Em 2006, a questão dos museus já se tornava uma problemática, mas a formalização do projeto ocorreu seis anos depois, com o auxílio dos jovens e crianças como a Laura, os quais resolveram não esperar mais uma iniciativa ou preparação dos espaços culturais.

“Esse processo só existe quando as pessoas com deficiência estão presentes nesses locais, sendo este um dos objetivos do projeto: formar e informar os profissionais envolvidos para receber o público com deficiência visual de forma adequada”, explica Diele. Tendo acesso à Arte e Cultura, esses jovens se tornam protagonistas de um processo de inclusão efetiva.

“Sempre me interessei por museus e arte, apesar de não ter sido tão comum visitá-los com minha família durante a infância. Com 12 anos, comecei a frequentar os museus com o projeto, aprendendo mais sobre o universo artístico e da acessibilidade”, afirma Laura. “Estando nestes espaços, passamos a entender como eram os espaços dos museus, justamente no intuito de transformá-los. Foi bastante frustrante no início, uma vez que na maioria das exposições era proibido tocar no que estava exposto e nem sempre tinha descrição de todas obras”, completa.

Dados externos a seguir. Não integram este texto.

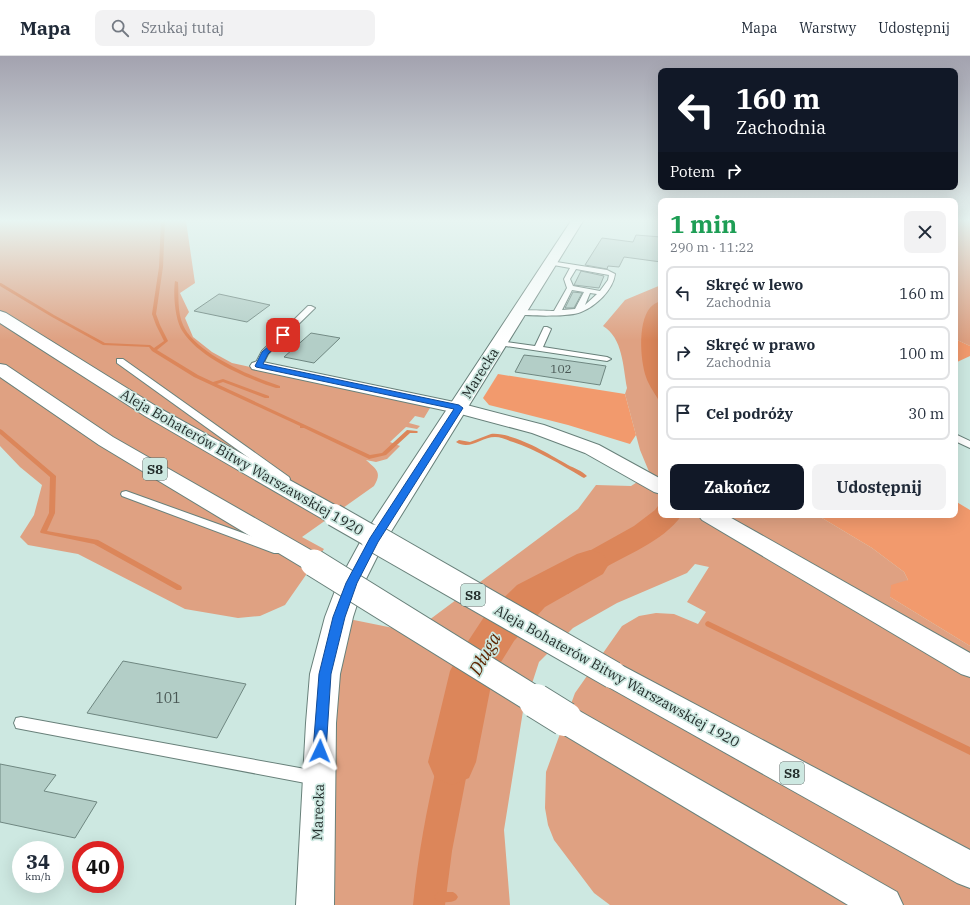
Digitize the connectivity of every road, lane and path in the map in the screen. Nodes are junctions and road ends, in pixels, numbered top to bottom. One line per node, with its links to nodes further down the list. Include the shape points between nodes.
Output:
1 (550, 263): 2 (lane); 9 (main road, Marecka)
2 (574, 266): 3 (lane, via 567,279); 5 (lane, via 612,274)
3 (570, 288): 4 (lane); 8 (lane)
4 (588, 291): 5 (lane); 7 (lane)
5 (602, 293): 7 (lane)
6 (311, 308): 16 (lane, via 265,353)
7 (578, 311): 8 (lane)
8 (557, 312): 9 (lane)
9 (518, 313): 12 (main road, Marecka)
10 (0, 316): 23 (main road, Aleja Bohaterów Bitwy Warszawskiej 1920 / S8, via 152,412)
11 (548, 329): 13 (lane)
12 (499, 343): 13 (lane); 18 (main road, Marecka)
13 (538, 349): 14 (lane)
14 (607, 359)
15 (120, 361): 23 (lane)
16 (258, 366): 18 (street)
17 (0, 369): 25 (main road, S8, via 106,441)
18 (459, 408): 21 (street, via 538,429 592,449); 28 (main road, Marecka, via 373,541 351,583 339,617 325,674)
19 (958, 439): 20 (lane)
20 (970, 445)
21 (653, 482)
22 (126, 494): 25 (lane)
23 (334, 515): 29 (main road, Aleja Bohaterów Bitwy Warszawskiej 1920 / S8, bridge, via 613,675)
24 (714, 518): 26 (street)
25 (314, 563): 31 (main road, S8, bridge, via 565,720)
26 (970, 666)
27 (21, 723): 28 (lane)
28 (319, 778): 30 (main road, Marecka)
29 (970, 870)
30 (314, 905)
31 (884, 905)

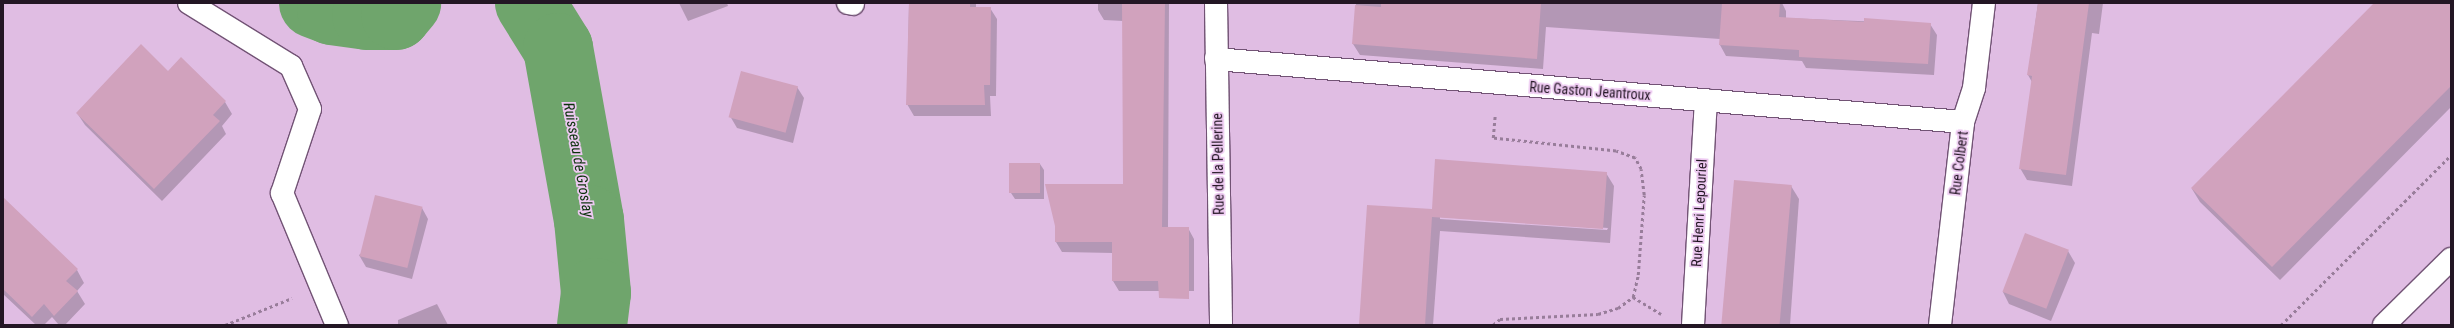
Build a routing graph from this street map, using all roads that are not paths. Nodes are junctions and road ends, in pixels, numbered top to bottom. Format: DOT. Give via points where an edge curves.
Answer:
graph roads {
  1 [pos="189,3"];
  2 [pos="1216,3"];
  3 [pos="1984,3"];
  4 [pos="1216,59"];
  5 [pos="1706,100"];
  6 [pos="1963,122"];
  7 [pos="2451,259"];
  8 [pos="337,325"];
  9 [pos="1221,325"];
  10 [pos="1692,325"];
  11 [pos="1940,325"];
  12 [pos="2384,325"];
  1 -- 8 [label="street" via="291,66 310,109 282,193"];
  2 -- 4 [label="street, Rue de la Pellerine"];
  3 -- 6 [label="street, Rue Colbert" via="1974,88"];
  4 -- 5 [label="street, Rue Gaston Jeantroux"];
  4 -- 9 [label="street, Rue de la Pellerine"];
  5 -- 6 [label="street, Rue Gaston Jeantroux"];
  5 -- 10 [label="street, Rue Henri Lepouriel"];
  6 -- 11 [label="street, Rue Colbert"];
  7 -- 12 [label="street"];
}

De acordo com Laura, isso acontecia porque “apesar de ouvir a explicação do mediador, eu não tinha de fato acesso à obra da mesma maneira que uma pessoa que enxerga e pode estar ali observando a obra”. Com o desenvolvimento do projeto e das mudanças propostas pelos alunos, ela passou a ter vivências mais significativas em museus, o que a permitiu apreciar as visitas a esses espaços.

Ainda assim, a estudante conta o que ocorre quando se depara com diversas exposições que não garantem uma experiência acessível. “Procuro entrar em contato com a instituição responsável, conhecer mais sobre o museu, criando um vínculo de aproximação com os mediadores e trabalhadores para juntos desconstruir essa questão”, comenta.

Aprendi com a Laura uma noção fundamental de inclusão como conceito universal: “para falar de acessibilidade precisamos falar de inclusão – o espaço precisa ser para todos e em todos os momentos, não da forma distorcida como muitos imaginam ser esse processo”.

Incluir um piso tátil, apesar da sua importância, não é suficiente para que todos tenham realmente uma interação com aquele espaço cultural. “O objetivo é que a pessoa com deficiência, o cego, a pessoa com baixa visão, possa chegar no dia e horário que quiser, sem se preocupar se naquele dia especifico a exposição vai estar acessível”, explica Laura.

“Precisa ser um momento em que a pessoa possa ir com a família nas exposições, ou sozinha, não necessariamente em um grupo de pessoas que sejam portadores da mesma deficiência que ela”, afirma. Nesse sentido, a adaptação física dos espaços prescinde uma mudança no que entendemos por acessibilidade e inclusão.

Por fim, perguntei sobre a experiência da Laura no Museu do Holocausto de Curitiba: “Sempre foi muito positiva, percebei isso frequentando outros espaços culturais em Curitiba e analisando a recepção das pessoas que trabalham e coordenam as atividades dos museus. Sempre pude me expressar sobre como se sentia com relação ao espaço, o que poderia ser feito para melhorar. E esse é o ponto principal: estar ali para ouvir e entender. Fazer com que aquilo seja acessível e inclusivo para aquele grupo de pessoas quando você escuta esse grupo de pessoas”.

Em setembro de 2020, o Museu do Holocausto de Curitiba lançou o material educativo “Nada Sobre Nós Sem Nós: perseguição às pessoas com deficiências durante o Holocausto”, com o apoio do projeto Ver com as Mãos e do projeto Letras Libras da UFPR. Dentro de uma perspectiva de universalismo da Shoá, a iniciativa dialoga com a realidade contemporânea de invisibilidade e exclusão social da pessoa com deficiência.

Entender o processo de extermínio de pessoas com transtornos mentais e deficiências físicas, sensoriais e intelectuais pelo regime nazista é etapa fundamental de um processo de conscientização, informação e formação: de cidadãos, mediadores, colaboradores e visitantes. Nas palavras da Laura, fazer com que algo seja acessível e inclusivo para um grupo de pessoas é, sempre e necessariamente, escutar e dialogar com esse grupo.